Influence of the pericardium and ventricular interdependence on left ventricular diastolic and systolic function in patients with heart failure

1990 
: The pericardium, because of the nature of its pressure-volume relation, can influence left ventricular diastolic and systolic pump function. During an acute increase in heart size that results in the stretching of the pericardium, the elastic properties of the pericardium restrict further cardiac dilatation and curtail the ability of the ventricles to increase stroke volume. In addition, the pericardium enhances the degree to which increments in right ventricular volume would alter left ventricular diastolic distensibility. Ventricular interdependence is enhanced as a direct consequence of pericardial elastic properties.
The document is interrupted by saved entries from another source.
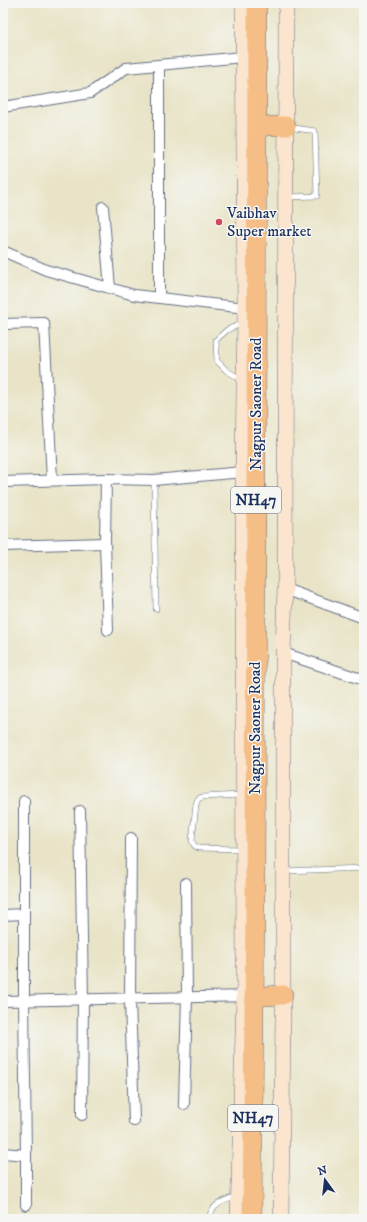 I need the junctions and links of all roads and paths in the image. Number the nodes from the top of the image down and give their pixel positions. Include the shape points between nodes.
1 (243, 3) edge
2 (257, 3) edge
3 (284, 3) edge
4 (243, 56) junction
5 (159, 65) junction
6 (3, 107) edge
7 (277, 126) junction
8 (286, 197) junction
9 (103, 207) dead end
10 (3, 251) edge
11 (110, 288) junction
12 (159, 298) junction
13 (245, 315) junction
14 (3, 324) edge
15 (244, 380) junction
16 (243, 472) junction
17 (106, 479) junction
18 (52, 480) junction
19 (154, 480) junction
20 (3, 482) edge
21 (105, 543) junction
22 (3, 546) edge
23 (285, 589) junction
24 (156, 609) dead end
25 (364, 618) edge
26 (108, 630) dead end
27 (283, 653) junction
28 (364, 680) edge
29 (243, 795) junction
30 (24, 801) dead end
31 (80, 810) dead end
32 (131, 838) dead end
33 (243, 849) junction
34 (364, 868) edge
35 (283, 872) junction
36 (186, 883) dead end
37 (24, 914) junction
38 (3, 915) edge
39 (283, 995) junction
40 (254, 996) junction
41 (187, 997) junction
42 (130, 999) junction
43 (83, 1000) junction
44 (24, 1001) junction
45 (3, 1002) edge
46 (259, 1017) junction
47 (184, 1104) dead end
48 (82, 1115) dead end
49 (134, 1121) dead end
50 (3, 1153) edge
51 (26, 1155) junction
52 (238, 1196) junction
53 (26, 1205) dead end
54 (209, 1219) edge
55 (238, 1219) edge
56 (252, 1219) edge
57 (262, 1219) edge
58 (281, 1219) edge

1 - 4 street
2 - 40 highway, Nagpur Saoner Road / NH47
3 - 7 highway, Nagpur Saoner Road / NH47
4 - 5 street
4 - 13 street
5 - 6 street via 126,68 90,93
5 - 12 street
7 - 8 street
7 - 8 lane via 316,131 317,196
7 - 40 highway, Nagpur Saoner Road / NH47
8 - 23 street
9 - 11 street
10 - 11 street via 46,270
11 - 12 street via 134,295
12 - 13 street
13 - 15 street
13 - 15 lane via 216,340 217,361 227,371
14 - 18 street via 44,323
15 - 16 street
16 - 19 street
16 - 29 street
17 - 18 street
17 - 19 street
17 - 21 street
18 - 20 street
19 - 24 lane
21 - 22 street
21 - 26 street
23 - 25 street
23 - 27 street
27 - 28 street
27 - 35 street
29 - 33 street
29 - 33 lane via 198,799 192,841 198,848
30 - 37 street
31 - 43 street
32 - 42 street
33 - 40 street
34 - 35 lane
35 - 39 street
36 - 41 street
37 - 38 street
37 - 44 street
39 - 40 highway
39 - 58 street
40 - 41 street
40 - 46 highway, NH47
40 - 52 street
41 - 42 street
41 - 47 street
42 - 43 street
42 - 49 street
43 - 44 street
43 - 48 street
44 - 45 street
44 - 51 street
46 - 56 highway, NH47
46 - 57 highway, NH47
50 - 51 street
51 - 53 street
52 - 54 lane via 214,1207
52 - 55 street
During the heightened venous return associated with marked muscular work, we found evidence of pericardial constraint in 31 of 61 patients with heart failure of varying severity and diverse etiology. The occurrence of pericardial constraint, which was characterized by stroke volume becoming invariant and an equivalent rise in right atrial and pulmonary capillary wedge pressures as work load was raised during incremental upright exercise, was independent of the degree to which maximum oxygen consumption was reduced or, equivalently, the severity of heart failure. In contrast, when pericardial constraint was not apparent during our exercise protocol, stroke volume did not become invariant, and the increments in pulmonary capillary wedge pressure were two- to threefold that of right atrial pressure. Thus, the pericardium can have a substantial role in determining the limits to left ventricular diastolic and systolic function.